Monday, 10 May 2010

WITH OFFENSIVE CANDOUR - Bulletin Artists in the Collection of the Auckland Art Gallery

The Auckland Art Gallery has a small, but very comprehensive, collection of original cartoons from The Bulletin, or by artists who found fame in its pages. The Bulletin was started in Sydney in 1880 by JF Archibald, who, during his 16 year tenure as editor was responsible for hiring some of the worlds best cartoonists. In the late 1880s The Bulletin was known as the Bushman’s Bible. It was read avidly by miners and saw millers throughout Australia and New Zealand, and was to become the authentic voice of the new colonial population, establishing the careers of writers and poets of the calibre of Banjo Patterson, Henry Lawson and Steele Rudd. From the beginning The Bulletin was as famous for its black and white art as it was for its political and social commentary.













In the era before photographic reproduction magazine illustration was left up to a dedicated group of black and white artists and cartoonists. Initially illustrated by art editor William Macleod and other home-grown talent, publisher WH Traill determined to get new blood into the publication and travelled to the United States where he hired Livingstone Hopkins in 1883, a Civil War veteran then working for New York humour magazines Puck and Judge.
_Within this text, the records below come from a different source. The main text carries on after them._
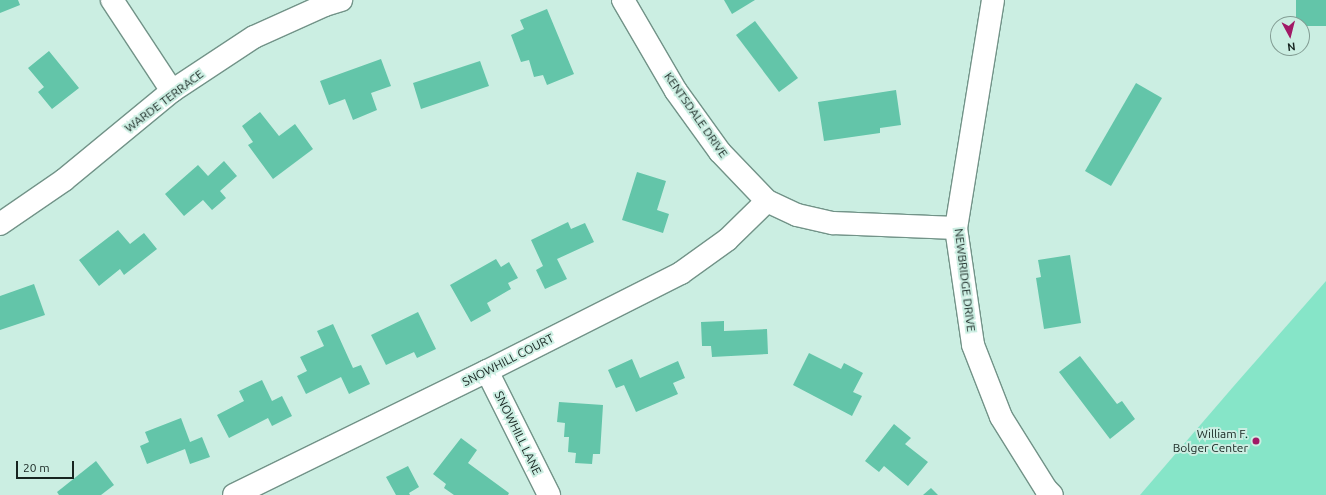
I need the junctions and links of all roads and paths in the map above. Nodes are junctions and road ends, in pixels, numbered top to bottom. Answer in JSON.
{"nodes":[{"id":1,"x":112,"y":0,"type":"edge"},
{"id":2,"x":341,"y":0,"type":"edge"},
{"id":3,"x":623,"y":0,"type":"edge"},
{"id":4,"x":993,"y":0,"type":"edge"},
{"id":5,"x":172,"y":91,"type":"junction"},
{"id":6,"x":766,"y":201,"type":"junction"},
{"id":7,"x":0,"y":224,"type":"edge"},
{"id":8,"x":956,"y":228,"type":"junction"},
{"id":9,"x":488,"y":371,"type":"junction"},
{"id":10,"x":234,"y":495,"type":"edge"},
{"id":11,"x":549,"y":495,"type":"edge"},
{"id":12,"x":1052,"y":495,"type":"edge"}],
"edges":[{"from":1,"to":5,"type":"street"},
{"from":2,"to":5,"type":"street","name":"WARDE TERRACE"},
{"from":3,"to":6,"type":"street","name":"KENTSDALE DRIVE"},
{"from":4,"to":8,"type":"street","name":"NEWBRIDGE DRIVE"},
{"from":5,"to":7,"type":"street","name":"WARDE TERRACE"},
{"from":6,"to":8,"type":"street","name":"KENTSDALE DRIVE"},
{"from":6,"to":9,"type":"street","name":"SNOWHILL COURT"},
{"from":8,"to":12,"type":"street","name":"NEWBRIDGE DRIVE"},
{"from":9,"to":10,"type":"street","name":"SNOWHILL COURT"},
{"from":9,"to":11,"type":"street","name":"SNOWHILL LANE"}]}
In England in 1886 he discovered the great cartoonist Phil May, who was at that time an unappreciated artist working for the St. Stevens Review. May agreed to travel halfway around the world for a three year contract at 20 pounds a week. These two artists revolutionized The Bulletin and inspired a whole new generation of home-grown cartoonists, such as Norman Lindsay, Will Dyson, David Low and Percy Leason. May is credited with bringing a more simplified style of drawing to cartooning, influencing black and white artists everywhere.
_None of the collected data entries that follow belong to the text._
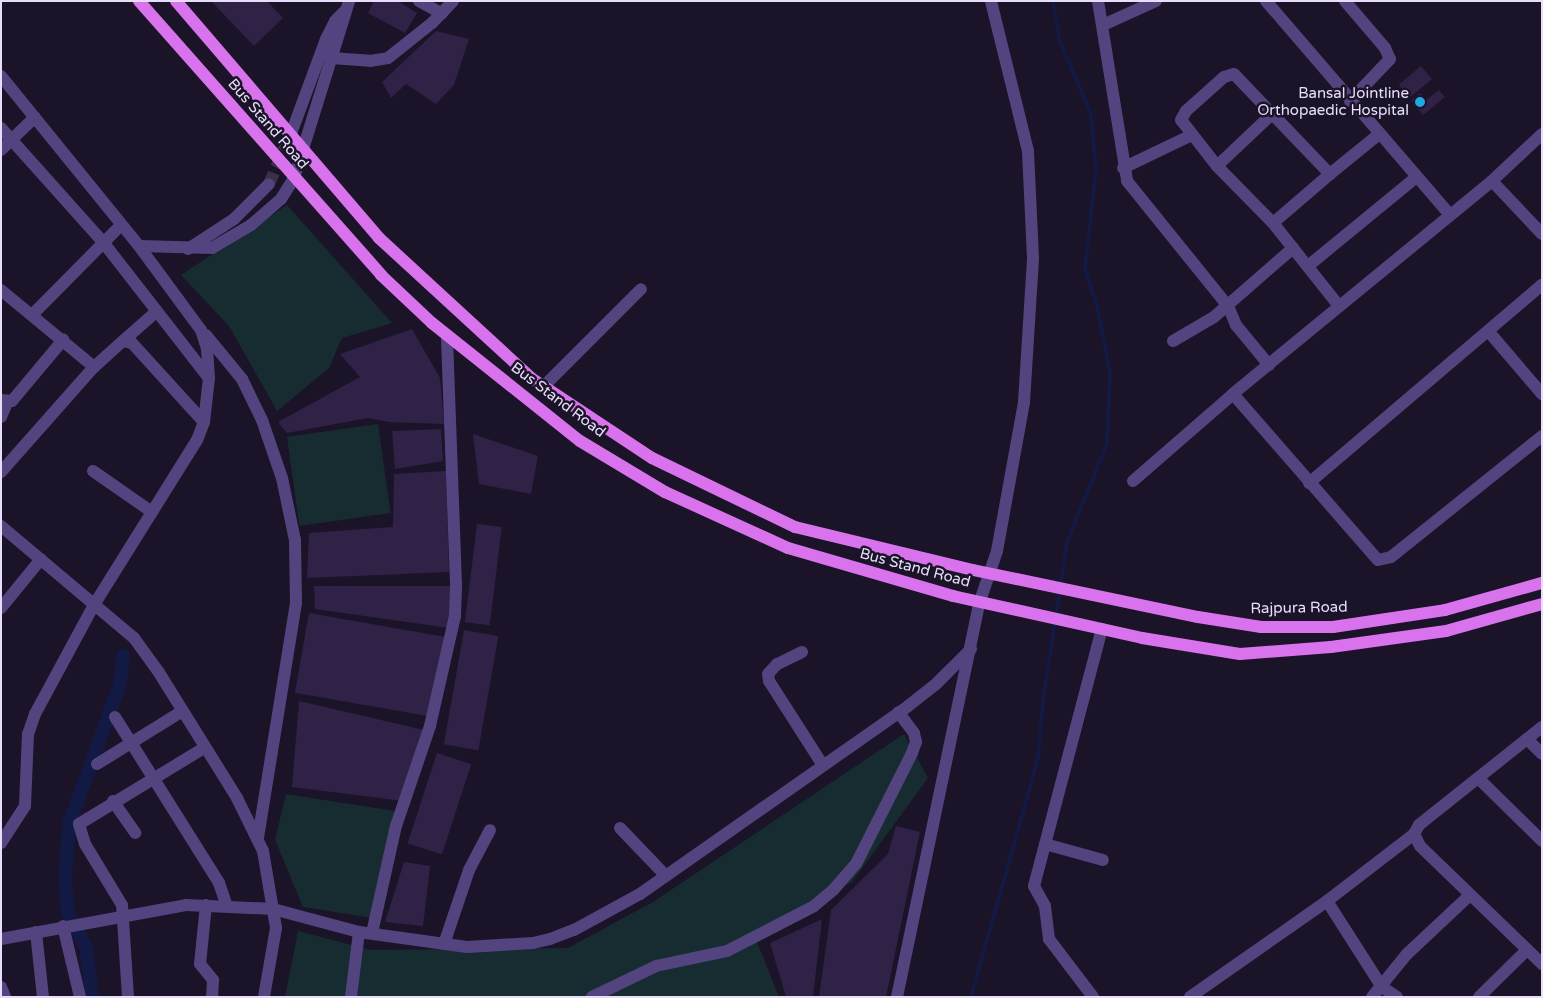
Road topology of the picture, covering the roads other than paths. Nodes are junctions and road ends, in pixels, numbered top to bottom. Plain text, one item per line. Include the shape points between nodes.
1 (139, 1) edge
2 (176, 1) edge
3 (419, 1) edge
4 (453, 1) edge
5 (990, 1) edge
6 (1098, 1) edge
7 (1156, 1) edge
8 (1266, 1) edge
9 (1345, 1) edge
10 (347, 6) edge
11 (442, 14) junction
12 (1103, 25) junction
13 (331, 58) junction
14 (1, 76) edge
15 (1350, 101) junction
16 (1273, 113) junction
17 (35, 117) junction
18 (1, 128) edge
19 (292, 131) tunnel mouth
20 (1542, 134) edge
21 (1192, 135) junction
22 (1378, 135) junction
23 (12, 140) junction
24 (301, 149) junction
25 (1, 150) edge
26 (1217, 166) junction
27 (1123, 168) junction
28 (1330, 174) junction
29 (294, 178) junction
30 (1415, 178) junction
31 (1492, 181) junction
32 (269, 184) tunnel mouth
33 (1449, 214) junction
34 (1273, 223) junction
35 (120, 226) junction
36 (1542, 234) edge
37 (103, 242) junction
38 (139, 246) junction
39 (188, 248) junction
40 (1293, 248) junction
41 (1308, 266) junction
42 (1542, 285) edge
43 (641, 289) dead end
44 (1, 290) edge
45 (1228, 306) junction
46 (1339, 306) junction
47 (157, 311) junction
48 (33, 314) junction
49 (201, 330) junction
50 (1489, 332) junction
51 (447, 335) junction
52 (63, 340) junction
53 (123, 341) junction
54 (1173, 341) dead end
55 (1269, 365) junction
56 (94, 367) junction
57 (209, 378) junction
58 (544, 386) junction
59 (1233, 394) junction
60 (1542, 394) edge
61 (4, 401) edge
62 (1, 417) edge
63 (204, 422) junction
64 (1542, 436) edge
65 (93, 471) dead end
66 (1, 472) edge
67 (1133, 481) dead end
68 (1309, 483) junction
69 (152, 512) junction
70 (1, 526) edge
71 (41, 559) junction
72 (989, 573) junction
73 (1542, 583) edge
74 (1086, 592) joint
75 (980, 601) junction
76 (94, 603) junction
77 (1542, 604) edge
78 (1, 608) edge
79 (1102, 629) junction
80 (972, 649) junction
81 (802, 652) dead end
82 (181, 712) junction
83 (898, 712) junction
84 (115, 717) dead end
85 (1542, 727) edge
86 (1527, 740) junction
87 (132, 744) junction
88 (204, 748) junction
89 (1542, 754) edge
90 (97, 764) dead end
91 (822, 764) junction
92 (153, 778) junction
93 (1478, 778) junction
94 (113, 801) junction
95 (620, 828) dead end
96 (490, 830) dead end
97 (135, 833) dead end
98 (1414, 834) junction
99 (258, 837) junction
100 (1542, 841) edge
101 (1, 843) edge
102 (1045, 844) junction
103 (1103, 860) dead end
104 (666, 876) junction
105 (1470, 895) junction
106 (1327, 901) junction
107 (206, 905) junction
108 (226, 906) junction
109 (273, 908) junction
110 (124, 914) junction
111 (63, 926) junction
112 (36, 932) junction
113 (359, 932) junction
114 (372, 933) junction
115 (1, 939) edge
116 (444, 944) junction
117 (1527, 950) junction
118 (1542, 964) edge
119 (1382, 987) junction
120 (1, 988) edge
121 (1086, 995) edge
122 (5, 997) edge
123 (43, 997) edge
124 (80, 997) edge
125 (128, 997) edge
126 (212, 997) edge
127 (264, 997) edge
128 (351, 997) edge
129 (592, 997) edge
130 (897, 997) edge
131 (1190, 997) edge
132 (1372, 997) edge
133 (1397, 997) edge
134 (1479, 997) edge

1 - 29 main road, Bus Stand Road
2 - 24 main road, Bus Stand Road
3 - 11 street
4 - 11 street
5 - 72 street via 1028,151 1033,258 1024,402 997,551
6 - 12 street
7 - 12 street
8 - 15 street
9 - 15 street via 1385,48 1390,60
10 - 13 street
10 - 19 street via 329,30
11 - 13 street via 388,58 370,61
12 - 27 street
13 - 24 street
14 - 17 street
15 - 22 street
16 - 21 street via 1238,76 1230,74 1183,114 1183,124
16 - 26 street
16 - 28 street
17 - 23 street
17 - 35 street
18 - 23 street
20 - 31 street
21 - 26 street
21 - 27 street
22 - 28 street
22 - 30 street
23 - 25 street
23 - 37 street
24 - 29 street
24 - 58 main road, Bus Stand Road via 379,238 447,303
26 - 34 street
27 - 45 street via 1132,190
28 - 34 street
29 - 39 street via 273,207 224,244 212,248
29 - 51 main road, Bus Stand Road via 381,275
30 - 33 street
30 - 41 street
31 - 33 street
31 - 36 street
32 - 39 street via 234,219
33 - 46 street
34 - 40 street
35 - 37 street
35 - 38 street
37 - 47 street
37 - 48 street
38 - 39 street
38 - 49 street
40 - 41 street
40 - 45 street
41 - 46 street
42 - 50 street
43 - 58 street
44 - 48 street
45 - 54 street
45 - 55 street via 1236,325
46 - 55 street
47 - 53 street
47 - 57 street
48 - 52 street
49 - 57 street via 208,349
49 - 99 street via 250,392 280,470 295,540 296,603
50 - 60 street
50 - 68 street
51 - 75 main road, Bus Stand Road via 580,441 665,492 788,548 886,578
51 - 114 street via 455,616 430,726 396,826
52 - 56 street
52 - 61 street
53 - 56 street
53 - 63 street via 132,343
55 - 59 street
56 - 66 street
57 - 63 street
58 - 72 main road, Bus Stand Road via 652,458 795,526
59 - 67 street
59 - 68 street
61 - 62 street
63 - 69 street via 197,440
64 - 68 street via 1385,561 1371,556
65 - 69 street
69 - 76 street
70 - 71 street
71 - 76 street
71 - 78 street
72 - 74 main road, Bus Stand Road
72 - 75 street
73 - 74 main road, Rajpura Road via 1446,610 1333,626 1261,627 1198,618
75 - 79 main road, Bus Stand Road
75 - 80 street
76 - 82 street via 134,638 158,671
76 - 101 street via 35,714 28,734 25,806
77 - 79 main road, Bus Stand Road via 1446,631 1331,647 1240,654
79 - 102 street
80 - 83 street via 935,685
80 - 130 street
81 - 91 street via 777,664 768,674 769,681
82 - 87 street
82 - 88 street
83 - 91 street
83 - 129 street via 914,733 916,742 856,864 834,889 806,911 727,950 656,966
84 - 87 street
85 - 86 street
86 - 89 street
86 - 93 street
87 - 90 street
87 - 92 street
88 - 92 street
88 - 99 street
91 - 104 street
92 - 94 street
92 - 108 street via 219,883
93 - 98 street via 1419,825
93 - 100 street
94 - 97 street
94 - 110 street via 81,821 78,828
95 - 104 street
96 - 116 street via 468,870
98 - 105 street via 1420,846
98 - 106 street
99 - 109 street via 268,869
102 - 103 street
102 - 121 street via 1034,886 1045,906 1046,932
104 - 116 street via 624,903 550,938 495,947
105 - 117 street
105 - 119 street via 1407,954
106 - 119 street
106 - 131 street
107 - 108 street
107 - 110 street via 155,908
107 - 126 street via 200,964 213,980
108 - 109 street
109 - 113 street
109 - 127 street via 276,937
110 - 111 street
110 - 125 street
111 - 112 street
111 - 124 street
112 - 115 street
112 - 123 street
113 - 114 street
113 - 128 street
114 - 116 street
117 - 118 street
117 - 134 street
119 - 132 street
119 - 133 street
120 - 122 street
Norman Lindsay started his 50 year association with The Bulletin in 1901, on the recommendation of Julian Ashton, while David Low was hired as a teenager on the strength of work sent from New Zealand. Many of these artists went on to become world famous, with Phil May inheriting the mantle of Charles Keene at Punch and Will Dyson and David Low becoming the top political cartoonists on British newspapers from the 1920s through to the 1950s.
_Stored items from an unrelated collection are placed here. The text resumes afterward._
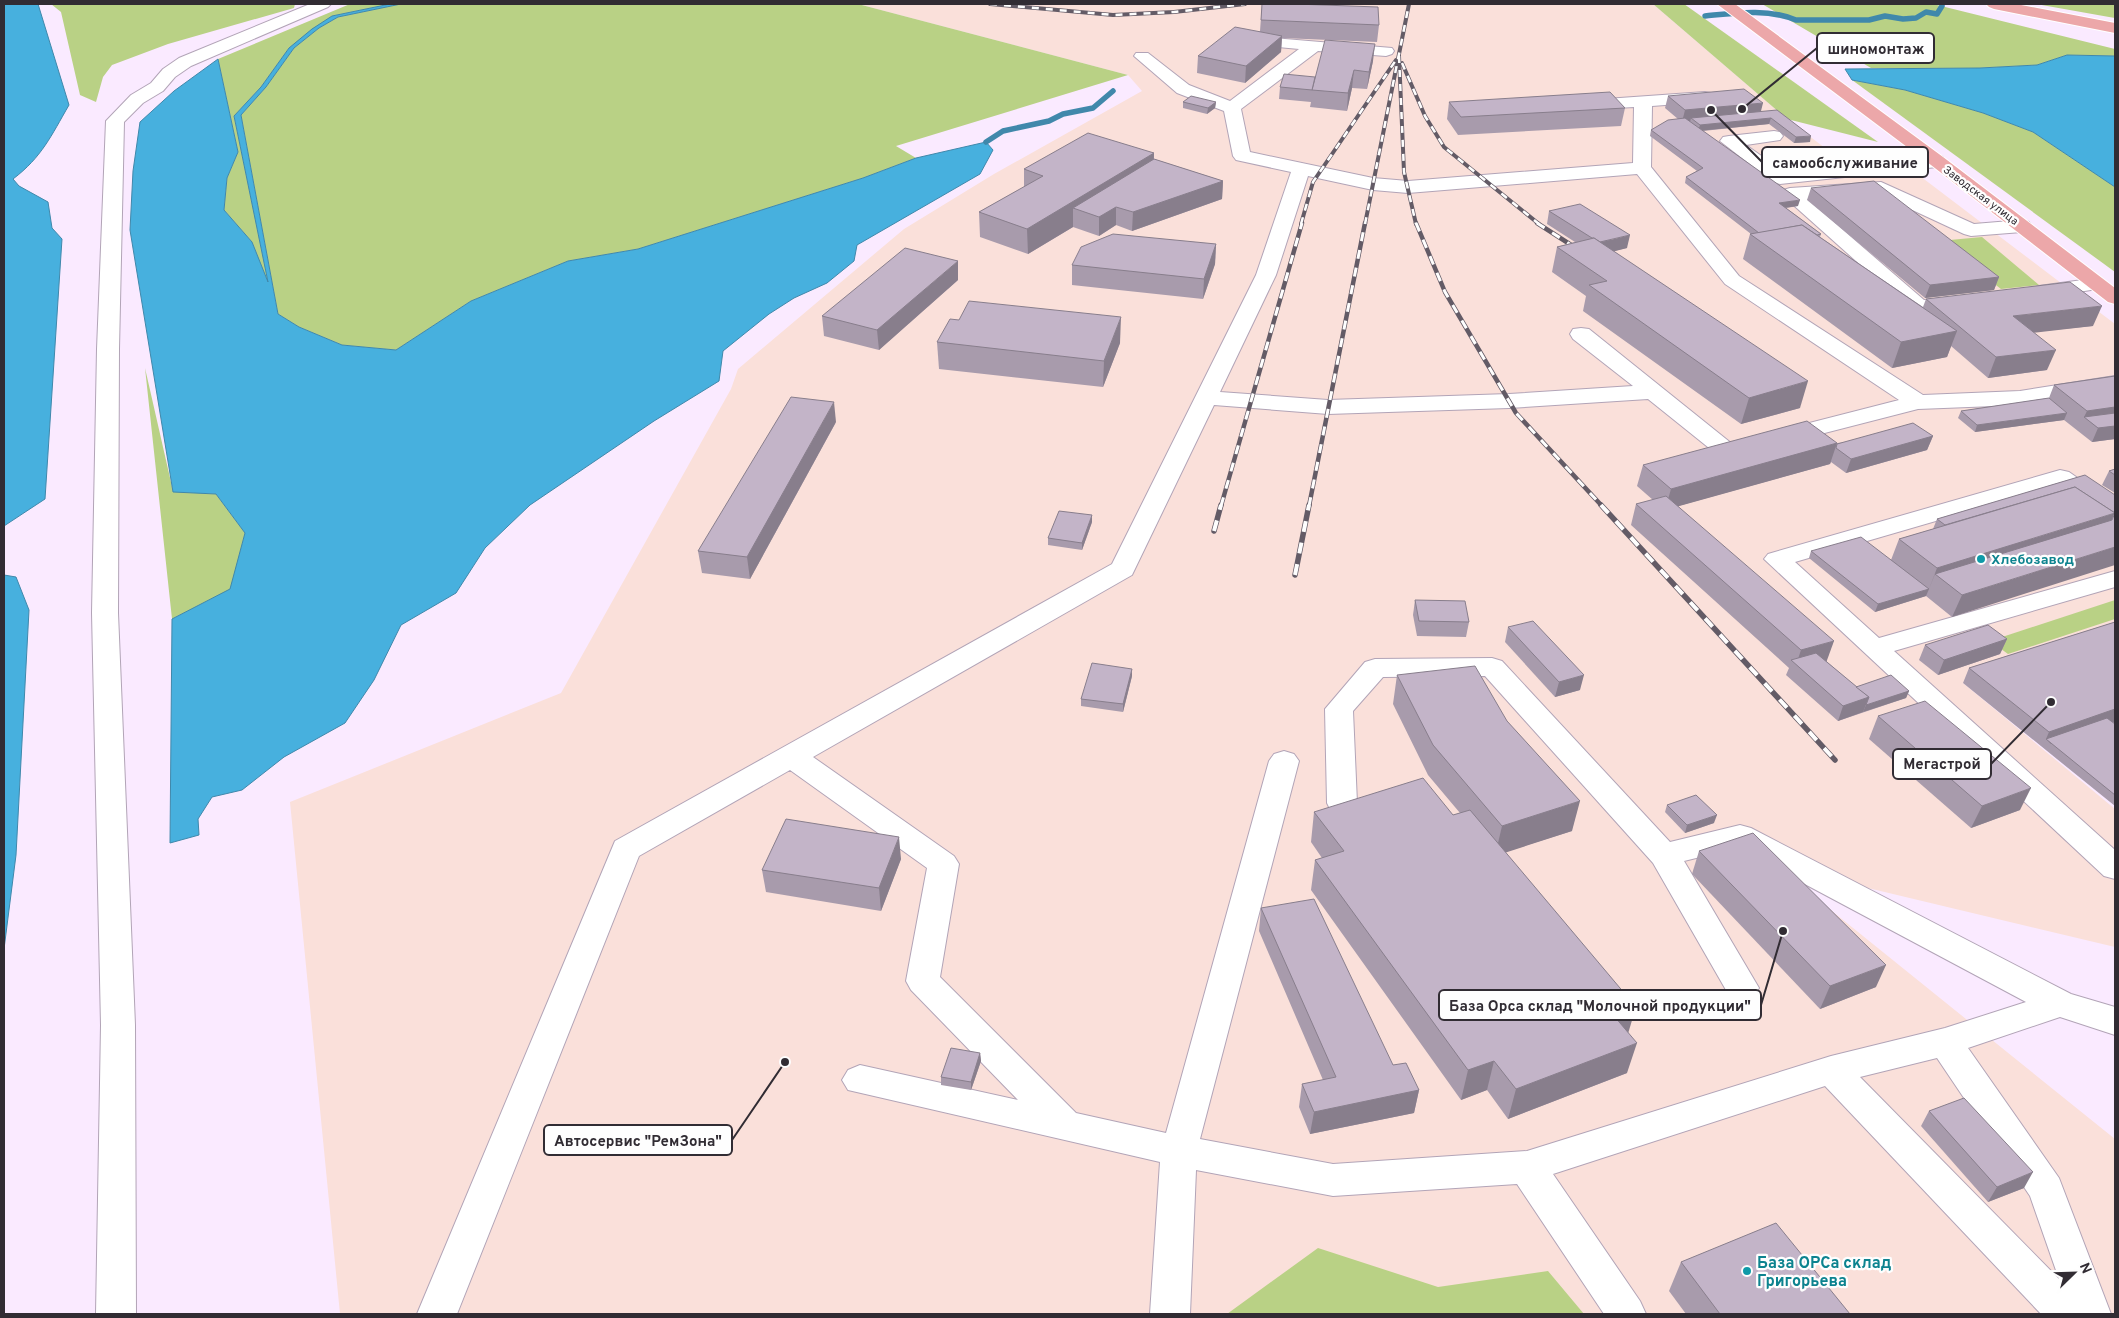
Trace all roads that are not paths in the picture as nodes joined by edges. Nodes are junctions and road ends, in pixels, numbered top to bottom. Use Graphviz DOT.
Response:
graph roads {
  1 [pos="323,4"];
  2 [pos="1994,4"];
  3 [pos="1735,11"];
  4 [pos="2115,28"];
  5 [pos="1250,41"];
  6 [pos="1315,46"];
  7 [pos="1386,51"];
  8 [pos="1142,56"];
  9 [pos="1722,96"];
  10 [pos="1643,101"];
  11 [pos="1564,106"];
  12 [pos="1232,108"];
  13 [pos="1774,136"];
  14 [pos="1943,154"];
  15 [pos="1642,168"];
  16 [pos="1301,169"];
  17 [pos="2022,226"];
  18 [pos="2097,284"];
  19 [pos="2018,294"];
  20 [pos="2115,298"];
  21 [pos="1958,302"];
  22 [pos="1581,334"];
  23 [pos="2115,383"];
  24 [pos="1652,392"];
  25 [pos="1207,398"];
  26 [pos="1918,402"];
  27 [pos="2115,515"];
  28 [pos="2115,579"];
  29 [pos="1874,648"];
  30 [pos="791,756"];
  31 [pos="1284,761"];
  32 [pos="1342,803"];
  33 [pos="1664,855"];
  34 [pos="2115,868"];
  35 [pos="1742,988"];
  36 [pos="2060,1004"];
  37 [pos="2115,1021"];
  38 [pos="1945,1042"];
  39 [pos="1831,1070"];
  40 [pos="860,1080"];
  41 [pos="1066,1126"];
  42 [pos="1179,1150"];
  43 [pos="1527,1167"];
  44 [pos="116,1314"];
  45 [pos="437,1314"];
  46 [pos="1170,1314"];
  47 [pos="1626,1314"];
  48 [pos="2067,1314"];
  49 [pos="2091,1314"];
  1 -- 44 [label="lane"];
  2 -- 4 [label="main road"];
  3 -- 14 [label="main road, Заводская улица"];
  5 -- 6 [label="lane"];
  6 -- 7 [label="lane"];
  6 -- 12 [label="lane"];
  8 -- 12 [label="lane"];
  9 -- 10 [label="lane"];
  10 -- 11 [label="lane"];
  10 -- 15 [label="lane"];
  12 -- 16 [label="lane"];
  13 -- 14 [label="lane"];
  14 -- 17 [label="main road, Заводская улица"];
  15 -- 16 [label="lane"];
  15 -- 26 [label="lane"];
  16 -- 25 [label="lane"];
  17 -- 18 [label="main road, Заводская улица"];
  17 -- 21 [label="lane"];
  18 -- 19 [label="lane"];
  18 -- 20 [label="main road, Заводская улица"];
  22 -- 24 [label="lane"];
  23 -- 26 [label="lane"];
  24 -- 25 [label="lane"];
  24 -- 26 [label="lane"];
  25 -- 30 [label="lane"];
  27 -- 29 [label="lane"];
  28 -- 29 [label="lane"];
  29 -- 34 [label="lane"];
  30 -- 41 [label="lane"];
  30 -- 45 [label="lane"];
  31 -- 42 [label="lane"];
  32 -- 33 [label="lane"];
  33 -- 35 [label="lane"];
  33 -- 36 [label="lane"];
  36 -- 37 [label="lane"];
  36 -- 38 [label="lane"];
  38 -- 39 [label="lane"];
  38 -- 49 [label="lane"];
  39 -- 43 [label="lane"];
  39 -- 48 [label="lane"];
  40 -- 41 [label="lane"];
  41 -- 42 [label="lane"];
  42 -- 43 [label="lane"];
  42 -- 46 [label="lane"];
  43 -- 47 [label="lane"];
}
This article features some of the rare surviving original artwork from the collection of the Auckland Art Gallery, which includes work by New Zealand born artists David Low, Unk White and George Finey.

Rod MacLeod


Norman Lindsay 1879 – 1969
“The joke-block, to have permanence as art, must not only demonstrate technical excellence, but must reflect the life of its generation”

























Once Bitten
1915
Grinder (with offensive candour): ‘Now that there mower only chaws the grass. It wants sharpenin’.Why, yesterday, for two bob I sharpened the one they got next door.’
Old Poi: ‘Yes, I just borrowed it’.



























Near Relations – A Study in Fowls
1916
Lindsay delighted in showing the similarities between people and their animals. He also enjoyed endowing animals with human qualities as in his classic children's story The Magic Pudding with its koala bear character Bunyip Bluegum.

























The Lost Fare

Lindsay had a great understanding of kids. He was unique in depicting children as entities with concerns of their own in his cartoons. He had a parallel career as a successful comic novelist, and one of his most popular books was Saturdee which dealt with the various adventures of young Australians at the beginning of the 20th century.


























Livingstone Hopkins
1846 – 1917
This cartoon refers to Sir George Reid, the Scottish-born Australian politician who was Prime Minister in 1904 -5. He was also the Premier and Treasurer of NSW in the 1880s and helped with the draughting of the Commonwealth Constitution, even though his lack of enthusiasm for Federation confused voters and earned him the nick-name ‘Yes No Reid’. A large man with a walrus moustache, he was a popular subject for cartoonists of the day.

Frank P Mahony 1862 – 1917
Mahony’s work was regularly published in The Bulletins early years. As well as fine pen and ink drawing his speciality was a moody dark wash that reproduced well using the printing methods of the day.

























Our demoralized black brother

Police Trooper: ‘Well Jacky! What have you been up to this time?’
Jacky: ‘Not much, boss. Only swearing like a plurry trooper.’


























Rider: ‘How far is that township?’
Pat: ‘No distance. You could throw a stone to it.’
Mick: ‘Shure – yer couldn’t – nor two stones nather.’


When the work was published Mahony’s original words were changed editorially:

Stranger (on horseback on country road): ‘Is it far from the top of that hill to the township?’
Hennessy: ‘No sir, yer could throw a stone from there into the main street.’
Murphy (contradicting): ‘Indade yer couldn’t, Hinnessy, nor two stones.